Facts and figures behind the tech giants' code confrontation

Comment Email Print

With the end of the consultation period on Australia's News Media Bargaining Code tomorrow begins a confrontation with technology giants Google and Facebook.

The regulation would force these multinational corporations to negotiate payment for the inclusion of Australian journalism content in Google Search and Facebook News Feed.

IBISWorld senior industry analyst Jason Aravanis says that while the costs associated would have only a minor impact on their profitability, the precedent it sets could be more important.

There are reports Google might withdraw from Australia altogether rather than risk this precedent, which remove access to common technology services including Google Search, Google Maps and YouTube.

"This profound response to Australia's proposed new code has precedent. In 2014, Google completely shut down its Google News service in Spain, after being subject to licensing regulations in that country," says Aravanis.

Google escalated its confrontation with the federal government this week with warnings on its Google Search results and other products.

There are also reports federal MPs and senators have been targeted by an email campaign opposing the code, linked to an anonymous YouTube user who started a Change.org petition. Some 40,000 people who signed the petition have been urged to keep emailing MPs until the proposed law is shelved. The person has denied that YouTube parent Google is behind the email campaign.

The draft News Media Bargaining Code was released in July, following an ACCC investigation into the market power of Google and Facebook. IBISWorld says revenue in the Newspaper Publishing industry has declined from $5.9 billion in 2009-10, to $2.7 billion in 2019-20, representing an annualised decline of 7.5 per cent each year. Employment in the industry has also fallen by 55.6 per cent over this period, particularly due to the closure of small-scale and regional publications.

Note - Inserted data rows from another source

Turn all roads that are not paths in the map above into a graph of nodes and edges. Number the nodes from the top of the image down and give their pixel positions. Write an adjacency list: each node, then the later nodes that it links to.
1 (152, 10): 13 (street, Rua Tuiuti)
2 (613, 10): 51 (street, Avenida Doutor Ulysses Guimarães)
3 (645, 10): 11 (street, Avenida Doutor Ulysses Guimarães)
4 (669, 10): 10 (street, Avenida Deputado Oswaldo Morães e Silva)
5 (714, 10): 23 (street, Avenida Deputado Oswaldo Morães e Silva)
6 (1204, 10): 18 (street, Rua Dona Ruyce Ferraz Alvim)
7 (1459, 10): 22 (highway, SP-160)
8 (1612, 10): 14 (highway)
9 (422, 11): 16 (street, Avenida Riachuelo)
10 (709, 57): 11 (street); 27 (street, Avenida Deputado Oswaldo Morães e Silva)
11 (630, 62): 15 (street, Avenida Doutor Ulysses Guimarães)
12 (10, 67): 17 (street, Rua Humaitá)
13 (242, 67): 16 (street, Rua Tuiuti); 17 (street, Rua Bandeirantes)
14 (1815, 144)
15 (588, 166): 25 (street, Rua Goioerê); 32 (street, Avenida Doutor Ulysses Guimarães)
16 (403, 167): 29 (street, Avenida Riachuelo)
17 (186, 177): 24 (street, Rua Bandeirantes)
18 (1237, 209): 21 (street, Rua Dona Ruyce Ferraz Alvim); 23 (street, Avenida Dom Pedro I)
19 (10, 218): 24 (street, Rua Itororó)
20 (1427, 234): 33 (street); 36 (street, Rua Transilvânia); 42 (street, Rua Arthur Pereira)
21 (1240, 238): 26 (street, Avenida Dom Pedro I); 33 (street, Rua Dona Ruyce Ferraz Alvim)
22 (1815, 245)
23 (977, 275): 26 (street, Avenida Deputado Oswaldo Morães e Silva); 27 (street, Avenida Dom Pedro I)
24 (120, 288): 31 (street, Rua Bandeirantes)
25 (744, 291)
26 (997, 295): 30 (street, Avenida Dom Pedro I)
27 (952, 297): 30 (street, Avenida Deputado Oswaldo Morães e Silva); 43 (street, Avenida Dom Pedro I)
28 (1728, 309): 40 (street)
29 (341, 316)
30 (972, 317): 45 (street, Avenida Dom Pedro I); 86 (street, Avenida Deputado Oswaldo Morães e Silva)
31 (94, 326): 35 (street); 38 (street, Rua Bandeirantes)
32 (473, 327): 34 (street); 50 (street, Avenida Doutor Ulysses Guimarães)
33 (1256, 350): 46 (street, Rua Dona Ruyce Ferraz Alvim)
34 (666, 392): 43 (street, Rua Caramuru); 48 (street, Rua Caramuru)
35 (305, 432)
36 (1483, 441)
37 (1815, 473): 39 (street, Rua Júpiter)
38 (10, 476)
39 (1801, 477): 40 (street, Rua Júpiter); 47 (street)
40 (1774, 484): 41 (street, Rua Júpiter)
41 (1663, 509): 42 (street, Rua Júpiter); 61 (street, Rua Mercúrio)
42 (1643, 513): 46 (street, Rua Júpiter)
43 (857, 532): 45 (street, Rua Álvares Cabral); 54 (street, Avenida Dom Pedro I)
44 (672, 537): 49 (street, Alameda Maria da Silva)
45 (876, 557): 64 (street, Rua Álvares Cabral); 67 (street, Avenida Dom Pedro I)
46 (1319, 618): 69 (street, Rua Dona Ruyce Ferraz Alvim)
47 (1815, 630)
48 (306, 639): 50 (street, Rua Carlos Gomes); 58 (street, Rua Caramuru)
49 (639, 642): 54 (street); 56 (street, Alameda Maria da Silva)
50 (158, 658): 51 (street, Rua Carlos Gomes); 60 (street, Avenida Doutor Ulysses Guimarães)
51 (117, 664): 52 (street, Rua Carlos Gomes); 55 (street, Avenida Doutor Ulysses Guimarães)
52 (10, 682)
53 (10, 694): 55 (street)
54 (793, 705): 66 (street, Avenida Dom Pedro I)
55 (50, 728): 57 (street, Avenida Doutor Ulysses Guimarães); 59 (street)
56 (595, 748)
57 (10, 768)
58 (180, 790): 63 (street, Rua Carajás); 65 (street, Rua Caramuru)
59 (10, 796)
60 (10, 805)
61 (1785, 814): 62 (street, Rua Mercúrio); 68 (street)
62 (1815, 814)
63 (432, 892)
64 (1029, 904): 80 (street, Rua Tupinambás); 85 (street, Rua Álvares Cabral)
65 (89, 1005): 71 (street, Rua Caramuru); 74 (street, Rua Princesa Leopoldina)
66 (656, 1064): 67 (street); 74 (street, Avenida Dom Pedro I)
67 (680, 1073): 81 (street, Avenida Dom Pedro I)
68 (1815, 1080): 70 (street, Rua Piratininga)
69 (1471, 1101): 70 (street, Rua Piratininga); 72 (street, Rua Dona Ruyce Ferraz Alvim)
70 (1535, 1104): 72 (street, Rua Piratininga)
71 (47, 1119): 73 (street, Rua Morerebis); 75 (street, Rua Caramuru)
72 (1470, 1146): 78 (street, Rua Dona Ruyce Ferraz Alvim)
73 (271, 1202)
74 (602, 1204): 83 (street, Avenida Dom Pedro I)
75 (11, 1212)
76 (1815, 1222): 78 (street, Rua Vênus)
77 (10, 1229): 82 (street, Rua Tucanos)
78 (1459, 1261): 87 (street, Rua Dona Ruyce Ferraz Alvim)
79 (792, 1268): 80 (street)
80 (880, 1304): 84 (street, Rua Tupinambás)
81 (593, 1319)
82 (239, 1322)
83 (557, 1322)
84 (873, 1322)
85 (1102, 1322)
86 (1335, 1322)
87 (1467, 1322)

Aravanis attributes the loss to two primary factors - the falling value of print advertisements amid the transition to online media consumption, and that of news medias' digital advertisements. "Media organisations have been forced to offer digital advertisement services at a low price point to remain viable against alternative providers, including Google through ads placed in search results and Facebook through ads embedded in user newsfeeds," he says.

But he points to a "multi-faceted" relationship between Google, Facebook and Australian media organisations. "In addition to being competitors in the online advertising industry, both companies are also essential business partners.

"Both Google and Facebook rely heavily on the inclusion of journalism content in their platforms in order to drive consumer traffic. According to the ACCC, between eight per cent and 14 per cent of Google Search results trigger a 'Top Stories' result, which typically includes content from news media websites.

"A 2019 study from the University of Canberra found a third of Australian consumers accessed news through social media, and a quarter accessed news through search engines.

"It is clear that both digital platforms derive value from the inclusion of media content. However, media providers have little ability to make digital platforms pay for access to this content."


Aravanis says news media businesses risk losing a significant source of revenue if they prevent Google from providing links to its websites in search results. "In Germany, Google negotiated individual licensing agreements with media publishers. Media organisations that failed to secure an agreement saw a significant decrease in traffic to their websites once their results were removed from Google Search results. Due to this outcome, many German media organisations agreed to let Google access their content for free.

"This imbalance in negotiating power has led the Federal Government to introduce a negotiate-arbitrate framework through the News Media Bargaining Code."

Google and Facebook have argued that news media organisations already receive fair compensation for their content, through the direction of consumers to news websites via results in Google Search and the Facebook News Feed. Facebook has said it sent 2.3 billion clicks to Australian news publishers in the five months from January to May 2020, which they estimated to be worth $195.8 million to the news organisations.

The regulatory model proposed by the ACCC to force Google and Facebook to agree to terms with Australian media organisations is similar to the one used to break up Telstra's former monopoly on the telecommunications services industry prior to 2005-06, when it owned the country's entire copper phone network.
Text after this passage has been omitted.